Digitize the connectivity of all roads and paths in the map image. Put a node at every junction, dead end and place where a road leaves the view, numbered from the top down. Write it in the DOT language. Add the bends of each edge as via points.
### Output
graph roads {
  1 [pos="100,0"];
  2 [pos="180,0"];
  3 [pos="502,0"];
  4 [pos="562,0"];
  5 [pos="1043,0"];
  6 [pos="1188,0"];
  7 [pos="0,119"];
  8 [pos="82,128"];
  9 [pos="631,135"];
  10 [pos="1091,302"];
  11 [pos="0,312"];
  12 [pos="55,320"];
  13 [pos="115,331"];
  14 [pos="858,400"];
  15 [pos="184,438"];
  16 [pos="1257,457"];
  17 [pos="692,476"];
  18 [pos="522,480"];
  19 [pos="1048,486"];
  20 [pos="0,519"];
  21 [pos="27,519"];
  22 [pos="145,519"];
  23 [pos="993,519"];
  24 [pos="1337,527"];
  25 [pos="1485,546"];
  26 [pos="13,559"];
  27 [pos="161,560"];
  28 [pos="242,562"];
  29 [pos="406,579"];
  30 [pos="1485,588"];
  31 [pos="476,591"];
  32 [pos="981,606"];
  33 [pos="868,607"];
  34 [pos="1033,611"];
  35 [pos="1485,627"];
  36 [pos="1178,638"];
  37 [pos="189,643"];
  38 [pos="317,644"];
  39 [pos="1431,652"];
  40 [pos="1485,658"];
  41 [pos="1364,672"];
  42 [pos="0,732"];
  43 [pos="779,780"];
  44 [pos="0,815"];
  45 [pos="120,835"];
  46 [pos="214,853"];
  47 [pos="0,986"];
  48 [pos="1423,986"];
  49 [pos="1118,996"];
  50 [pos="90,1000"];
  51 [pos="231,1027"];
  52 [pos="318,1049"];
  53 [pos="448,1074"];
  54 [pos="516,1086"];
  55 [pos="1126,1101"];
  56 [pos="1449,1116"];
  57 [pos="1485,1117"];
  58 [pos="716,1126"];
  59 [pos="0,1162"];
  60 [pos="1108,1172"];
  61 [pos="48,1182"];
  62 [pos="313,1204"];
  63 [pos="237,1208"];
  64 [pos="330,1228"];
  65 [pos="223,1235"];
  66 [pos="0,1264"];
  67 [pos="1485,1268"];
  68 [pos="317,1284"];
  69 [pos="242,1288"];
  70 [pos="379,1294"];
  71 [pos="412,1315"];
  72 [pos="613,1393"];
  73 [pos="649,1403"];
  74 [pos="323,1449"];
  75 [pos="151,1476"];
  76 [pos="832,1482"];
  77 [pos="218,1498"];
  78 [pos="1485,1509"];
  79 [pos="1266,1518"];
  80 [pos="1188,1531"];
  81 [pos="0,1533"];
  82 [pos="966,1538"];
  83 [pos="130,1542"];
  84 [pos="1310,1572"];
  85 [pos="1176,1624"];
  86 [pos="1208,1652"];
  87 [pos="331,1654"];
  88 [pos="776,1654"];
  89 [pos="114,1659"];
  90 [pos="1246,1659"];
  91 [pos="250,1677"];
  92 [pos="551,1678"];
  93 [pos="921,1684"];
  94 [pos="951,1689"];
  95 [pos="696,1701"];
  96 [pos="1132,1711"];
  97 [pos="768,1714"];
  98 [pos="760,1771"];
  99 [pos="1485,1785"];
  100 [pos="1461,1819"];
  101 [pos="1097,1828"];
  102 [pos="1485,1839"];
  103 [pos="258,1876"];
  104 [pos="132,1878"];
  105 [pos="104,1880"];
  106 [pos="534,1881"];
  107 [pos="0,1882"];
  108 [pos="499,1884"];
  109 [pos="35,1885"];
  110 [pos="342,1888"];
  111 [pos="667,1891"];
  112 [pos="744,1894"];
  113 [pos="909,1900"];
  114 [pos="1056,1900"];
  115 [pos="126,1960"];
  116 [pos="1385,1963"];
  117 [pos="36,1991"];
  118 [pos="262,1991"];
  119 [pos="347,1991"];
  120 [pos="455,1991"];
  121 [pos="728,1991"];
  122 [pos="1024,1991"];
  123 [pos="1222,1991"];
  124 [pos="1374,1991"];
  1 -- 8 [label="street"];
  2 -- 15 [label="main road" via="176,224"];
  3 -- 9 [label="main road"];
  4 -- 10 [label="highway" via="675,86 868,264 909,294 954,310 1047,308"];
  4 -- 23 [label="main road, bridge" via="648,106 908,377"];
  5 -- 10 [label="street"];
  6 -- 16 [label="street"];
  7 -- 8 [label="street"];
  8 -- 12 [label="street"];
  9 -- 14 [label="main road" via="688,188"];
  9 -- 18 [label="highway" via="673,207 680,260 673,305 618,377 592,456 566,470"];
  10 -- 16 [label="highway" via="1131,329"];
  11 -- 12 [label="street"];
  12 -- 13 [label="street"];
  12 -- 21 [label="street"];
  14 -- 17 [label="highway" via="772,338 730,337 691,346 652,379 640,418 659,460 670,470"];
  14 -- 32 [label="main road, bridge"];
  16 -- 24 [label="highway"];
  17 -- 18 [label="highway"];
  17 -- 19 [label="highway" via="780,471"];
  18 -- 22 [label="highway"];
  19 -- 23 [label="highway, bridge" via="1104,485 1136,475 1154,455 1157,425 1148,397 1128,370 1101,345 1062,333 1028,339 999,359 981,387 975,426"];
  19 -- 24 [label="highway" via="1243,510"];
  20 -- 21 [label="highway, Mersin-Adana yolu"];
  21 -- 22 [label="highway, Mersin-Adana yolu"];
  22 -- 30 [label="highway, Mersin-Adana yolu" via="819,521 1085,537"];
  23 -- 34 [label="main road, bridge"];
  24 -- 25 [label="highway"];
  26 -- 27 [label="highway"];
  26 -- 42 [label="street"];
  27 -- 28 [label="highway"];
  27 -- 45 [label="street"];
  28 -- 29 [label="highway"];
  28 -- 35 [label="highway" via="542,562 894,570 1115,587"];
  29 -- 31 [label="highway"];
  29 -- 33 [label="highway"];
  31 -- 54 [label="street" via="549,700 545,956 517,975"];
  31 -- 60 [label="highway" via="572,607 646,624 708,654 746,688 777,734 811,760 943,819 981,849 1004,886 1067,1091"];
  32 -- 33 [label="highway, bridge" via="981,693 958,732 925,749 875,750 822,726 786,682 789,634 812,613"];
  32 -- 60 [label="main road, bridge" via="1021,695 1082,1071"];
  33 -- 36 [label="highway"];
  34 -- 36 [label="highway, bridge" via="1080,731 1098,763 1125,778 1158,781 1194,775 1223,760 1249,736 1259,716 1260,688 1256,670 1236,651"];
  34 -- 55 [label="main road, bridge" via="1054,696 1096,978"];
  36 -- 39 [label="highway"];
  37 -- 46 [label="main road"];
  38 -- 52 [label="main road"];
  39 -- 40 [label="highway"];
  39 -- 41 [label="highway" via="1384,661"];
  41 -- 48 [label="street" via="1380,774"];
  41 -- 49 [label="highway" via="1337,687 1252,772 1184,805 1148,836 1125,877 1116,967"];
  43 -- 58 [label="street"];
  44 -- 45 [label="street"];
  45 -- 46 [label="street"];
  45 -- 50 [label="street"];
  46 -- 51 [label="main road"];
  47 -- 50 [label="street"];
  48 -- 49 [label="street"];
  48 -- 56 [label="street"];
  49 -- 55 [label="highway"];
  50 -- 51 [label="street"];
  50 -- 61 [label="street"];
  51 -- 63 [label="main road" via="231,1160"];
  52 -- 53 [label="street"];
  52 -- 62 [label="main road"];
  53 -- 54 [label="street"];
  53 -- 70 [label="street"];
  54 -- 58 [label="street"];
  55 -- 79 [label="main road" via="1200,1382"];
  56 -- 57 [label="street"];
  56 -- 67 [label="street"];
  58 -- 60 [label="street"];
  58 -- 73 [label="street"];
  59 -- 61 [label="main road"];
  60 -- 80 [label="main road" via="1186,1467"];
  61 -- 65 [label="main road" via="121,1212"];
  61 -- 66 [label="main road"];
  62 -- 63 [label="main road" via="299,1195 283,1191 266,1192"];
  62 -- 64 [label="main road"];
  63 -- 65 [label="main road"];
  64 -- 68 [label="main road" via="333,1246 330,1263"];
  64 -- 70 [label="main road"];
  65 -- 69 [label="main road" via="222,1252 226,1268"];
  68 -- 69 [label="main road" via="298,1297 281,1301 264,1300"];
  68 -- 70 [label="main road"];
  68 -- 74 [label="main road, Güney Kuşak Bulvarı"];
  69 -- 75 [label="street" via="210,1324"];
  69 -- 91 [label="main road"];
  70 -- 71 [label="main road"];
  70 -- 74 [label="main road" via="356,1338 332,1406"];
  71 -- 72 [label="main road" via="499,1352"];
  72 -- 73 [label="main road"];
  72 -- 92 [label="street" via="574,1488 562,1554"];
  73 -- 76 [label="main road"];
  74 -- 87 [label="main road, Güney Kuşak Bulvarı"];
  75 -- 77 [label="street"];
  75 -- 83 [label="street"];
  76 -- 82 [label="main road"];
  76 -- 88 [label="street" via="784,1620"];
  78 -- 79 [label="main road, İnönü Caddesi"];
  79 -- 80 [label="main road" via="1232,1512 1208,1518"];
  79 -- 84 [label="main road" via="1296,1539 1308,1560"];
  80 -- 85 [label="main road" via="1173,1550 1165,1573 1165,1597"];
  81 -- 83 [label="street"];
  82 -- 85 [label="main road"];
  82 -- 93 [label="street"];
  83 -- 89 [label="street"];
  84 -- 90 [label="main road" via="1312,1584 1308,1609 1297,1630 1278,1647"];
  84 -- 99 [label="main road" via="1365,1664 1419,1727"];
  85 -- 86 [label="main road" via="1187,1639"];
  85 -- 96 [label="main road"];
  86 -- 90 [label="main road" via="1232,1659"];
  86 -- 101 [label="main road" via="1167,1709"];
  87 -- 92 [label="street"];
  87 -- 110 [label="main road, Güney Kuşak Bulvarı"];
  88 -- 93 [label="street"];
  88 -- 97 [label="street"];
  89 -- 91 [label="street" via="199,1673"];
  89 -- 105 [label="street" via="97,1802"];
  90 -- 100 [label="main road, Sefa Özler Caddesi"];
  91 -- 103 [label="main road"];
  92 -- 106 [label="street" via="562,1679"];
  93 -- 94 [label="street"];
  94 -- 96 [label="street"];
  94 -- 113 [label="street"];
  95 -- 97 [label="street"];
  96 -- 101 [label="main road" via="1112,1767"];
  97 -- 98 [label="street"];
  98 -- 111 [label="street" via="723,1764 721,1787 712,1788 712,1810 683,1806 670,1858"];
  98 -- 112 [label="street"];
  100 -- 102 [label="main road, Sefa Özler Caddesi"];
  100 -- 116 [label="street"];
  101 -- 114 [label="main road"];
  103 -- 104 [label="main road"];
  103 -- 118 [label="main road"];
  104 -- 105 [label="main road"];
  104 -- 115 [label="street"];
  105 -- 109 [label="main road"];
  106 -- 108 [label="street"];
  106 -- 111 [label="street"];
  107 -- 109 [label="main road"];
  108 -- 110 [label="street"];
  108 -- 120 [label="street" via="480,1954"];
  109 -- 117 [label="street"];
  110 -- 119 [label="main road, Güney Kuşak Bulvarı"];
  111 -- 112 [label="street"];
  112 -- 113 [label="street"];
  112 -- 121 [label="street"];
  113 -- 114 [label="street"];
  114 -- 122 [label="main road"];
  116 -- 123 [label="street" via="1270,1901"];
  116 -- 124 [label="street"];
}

→ Directions
Only lines holding the word "Mersin" are wanted; list them all from the material.

→ Response
  20 -- 21 [label="highway, Mersin-Adana yolu"];
  21 -- 22 [label="highway, Mersin-Adana yolu"];
  22 -- 30 [label="highway, Mersin-Adana yolu" via="819,521 1085,537"];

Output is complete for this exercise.